Les marques sont récentes. Un radiateur à bain d’huile a joué là aux autos tamponneuses. Il y a des lambeaux de tapisserie qui frisent et à certains endroits, ça plonge jusque dans le mur et pourtant il est dur, là, le mur, c’est l’ancien mur extérieur, on n’y a pas plaint le ciment ni les galets de Garonne, pas comme les cloisons en mâchefer que les pauvres allaient récupérer au long des voies ferrées pour construire leur maison.

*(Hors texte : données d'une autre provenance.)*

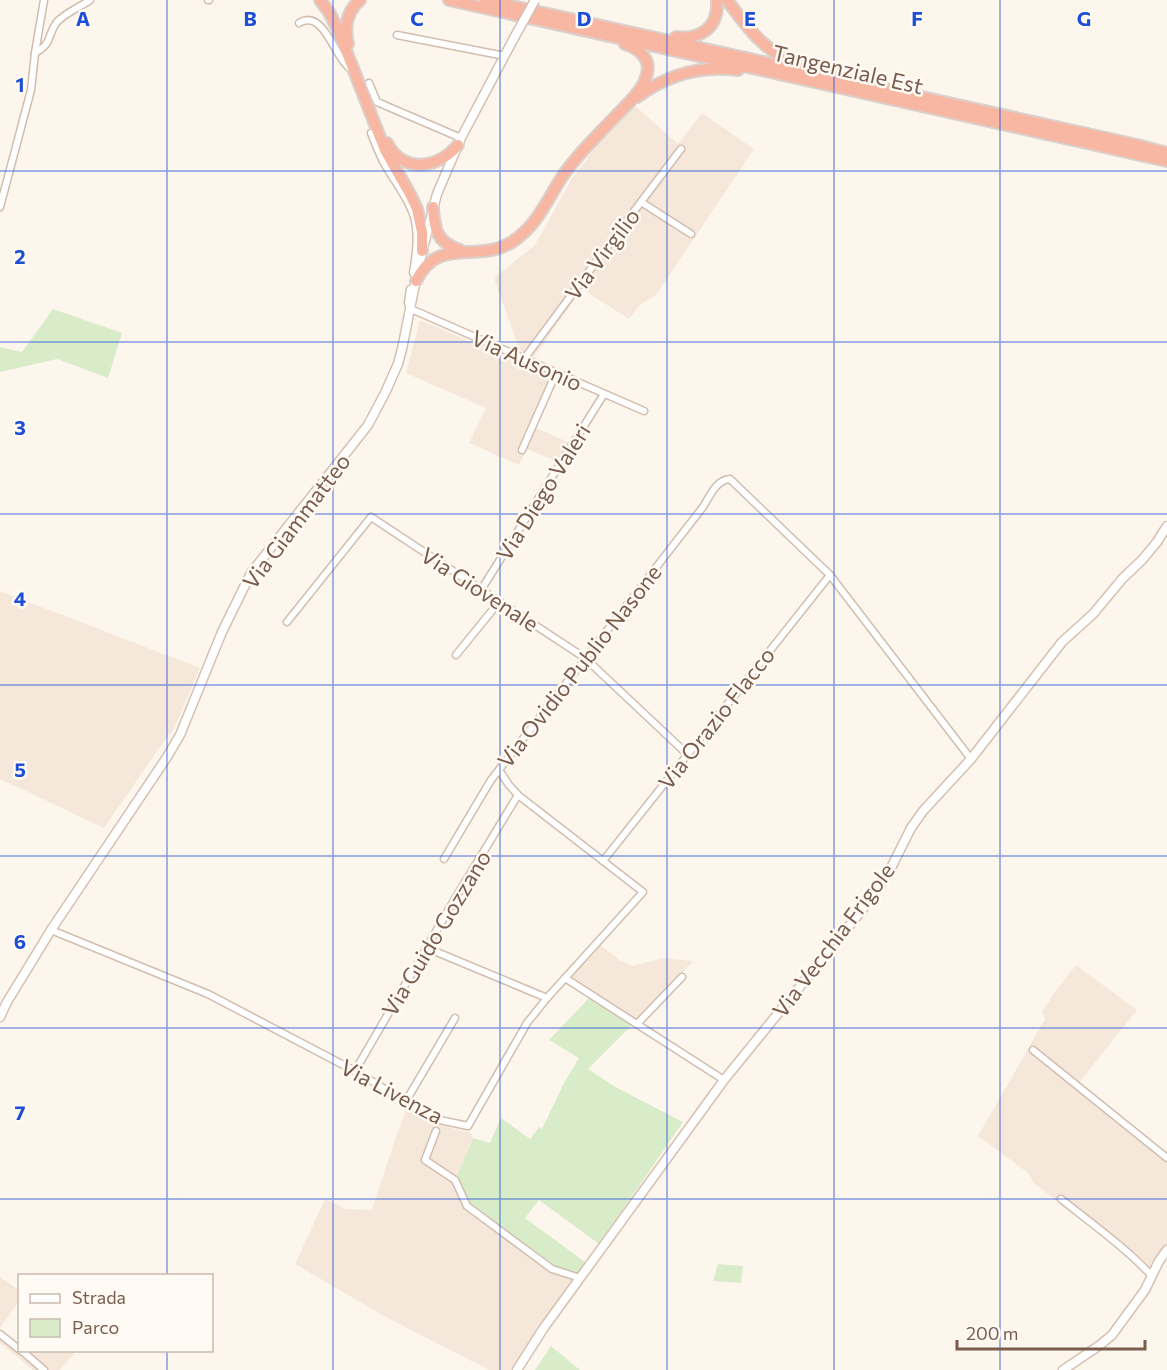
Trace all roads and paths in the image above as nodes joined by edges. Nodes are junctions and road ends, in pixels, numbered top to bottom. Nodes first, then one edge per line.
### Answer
1 (44, 0) edge
2 (90, 0) edge
3 (320, 0) edge
4 (360, 0) edge
5 (449, 0) edge
6 (485, 0) edge
7 (535, 0) edge
8 (717, 0) edge
9 (727, 0) edge
10 (299, 23) dead end
11 (595, 24) junction
12 (571, 27) junction
13 (397, 35) dead end
14 (35, 53) junction
15 (505, 56) junction
16 (351, 69) junction
17 (797, 77) junction
18 (846, 80) junction
19 (369, 82) dead end
20 (625, 106) junction
21 (371, 133) dead end
22 (459, 142) junction
23 (681, 149) dead end
24 (1167, 153) edge
25 (1167, 160) edge
26 (641, 202) junction
27 (0, 207) edge
28 (433, 207) junction
29 (691, 234) dead end
30 (422, 251) junction
31 (475, 252) junction
32 (416, 281) junction
33 (411, 309) junction
34 (524, 359) junction
35 (555, 373) junction
36 (604, 394) junction
37 (644, 411) dead end
38 (522, 450) dead end
39 (1167, 526) edge
40 (830, 574) junction
41 (481, 590) junction
42 (499, 602) junction
43 (287, 622) dead end
44 (456, 655) dead end
45 (585, 658) junction
46 (687, 754) junction
47 (971, 759) junction
48 (499, 770) junction
49 (518, 795) junction
50 (444, 859) dead end
51 (603, 861) junction
52 (51, 930) junction
53 (427, 948) junction
54 (682, 977) dead end
55 (565, 978) junction
56 (548, 998) junction
57 (4, 1000) edge
58 (0, 1017) edge
59 (455, 1018) dead end
60 (637, 1024) junction
61 (1033, 1050) dead end
62 (355, 1071) junction
63 (724, 1080) junction
64 (406, 1101) junction
65 (436, 1131) dead end
66 (1167, 1158) edge
67 (1061, 1199) dead end
68 (1167, 1250) edge
69 (1152, 1276) junction
70 (580, 1278) junction
71 (0, 1334) edge
72 (18, 1348) edge
73 (22, 1352) edge
74 (44, 1370) edge
75 (517, 1370) edge
76 (1063, 1370) edge

1 - 14 street
2 - 14 street
3 - 16 highway
4 - 22 highway
5 - 12 highway, Tangenziale Est
6 - 11 highway, Tangenziale Est
7 - 15 street, Via Giammatteo, bridge
8 - 11 highway
9 - 18 highway
10 - 16 street
11 - 18 highway, Tangenziale Est
12 - 17 highway, Tangenziale Est
12 - 20 highway
13 - 15 street
14 - 27 street
15 - 22 street, Via Giammatteo
16 - 30 highway
17 - 20 highway
17 - 25 highway, Tangenziale Est
18 - 24 highway, Tangenziale Est
19 - 22 street
20 - 31 highway
21 - 33 street
22 - 28 street, Via Giammatteo
23 - 26 street, Via Virgilio
26 - 29 street
26 - 34 street, Via Virgilio
28 - 30 street, Via Giammatteo
28 - 31 highway
30 - 32 street, Via Giammatteo
31 - 32 highway
32 - 33 street, Via Giammatteo
33 - 34 street, Via Ausonio
33 - 52 street, Via Giammatteo
34 - 35 street, Via Ausonio
35 - 36 street, Via Ausonio
35 - 38 street
36 - 37 street, Via Ausonio
36 - 41 street, Via Diego Valeri
39 - 47 street, Via Vecchia Frigole
40 - 45 street, Via Ovidio Publio Nasone
40 - 46 street, Via Orazio Flacco
40 - 47 street
41 - 42 street, Via Giovenale
41 - 43 street, Via Giovenale
42 - 44 street
42 - 45 street, Via Giovenale
45 - 46 street, Via Giovenale
45 - 48 street, Via Ovidio Publio Nasone
46 - 51 street, Via Orazio Flacco
47 - 63 street, Via Vecchia Frigole
48 - 49 street
48 - 50 street, Via Ovidio Publio Nasone
49 - 51 street
49 - 53 street, Via Guido Gozzano
51 - 55 street, Via Livenza
52 - 57 street, Via Giammatteo
52 - 62 street, Via Livenza
53 - 56 street
53 - 62 street, Via Guido Gozzano
54 - 60 street
55 - 56 street, Via Livenza
55 - 60 street
56 - 64 street, Via Livenza
57 - 58 street, Via Giammatteo
59 - 64 street
60 - 63 street
61 - 66 street
62 - 64 street, Via Livenza
63 - 70 street, Via Vecchia Frigole
65 - 70 street
67 - 69 street
68 - 69 street
69 - 76 street
70 - 75 street, Via Vecchia Frigole
71 - 72 street
73 - 74 street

Les marques sont anciennes. Les barres scellées dans le toit en terrasse ont pris un peu de flèche. C’est au quadrillage haut que se nouait la corde d’entraînement pour le concours d’entrée à l’école normale d’institutrice et c’était une façon de bien lancer sa vie quand on avait grandi chez des ouvriers. Ça ne paraît pas haut et pourtant il en a fallu, des coups de reins pour se hisser !
La marqueterie se décolle sur le côté du secrétaire. Mais ce n’est pas du côté des livres, on se mettait plutôt en état tranquille pour les consulter. De ce côté-là, il a dû y avoir des ouvertures de porte à la hâte ; c’est le coin des manteaux. Il a dû y avoir des occasions de monter en ville à ne pas manquer. Monter au faubourg c’était plus fréquent, ça pouvait se confondre avec les zébrures du revêtement de marqueterie, comme une tenue de camouflage à laquelle on ne faisait plus attention.
L’écho des grincements et des fenêtres claquées s’entend encore. Grincement de la porte du second vestibule au moment de dire en rentrant vite : fa pas calor… claquement de la fenêtre haute -celle qui s’ouvrait en tirant vers le bas une ficelle accrochée à son mécanisme à glissière, parce que malgré la fumée de la cuisine à certaines saisons on disait vite : ça caille…
Silipo, Bintu Tall abantale… La nouvelle du décès s’est incrustée là, dans l’angle au radiateur éteint, toujours éteint, après l’écart fait depuis la cuisine pour bien entendre seul la voix venue de si loin, avec l’odeur encore du petit pot à pisser qui se rangeait toujours sous le meuble de la cuisine, juste à côté. Le petit pot à pisser rempli, c’était le temps des bonnes nouvelles, les mauvaises sont plutôt arrivées au creux de l’oreille par des formes de téléphone, venues d’un côté ou de l’autre du vestibule.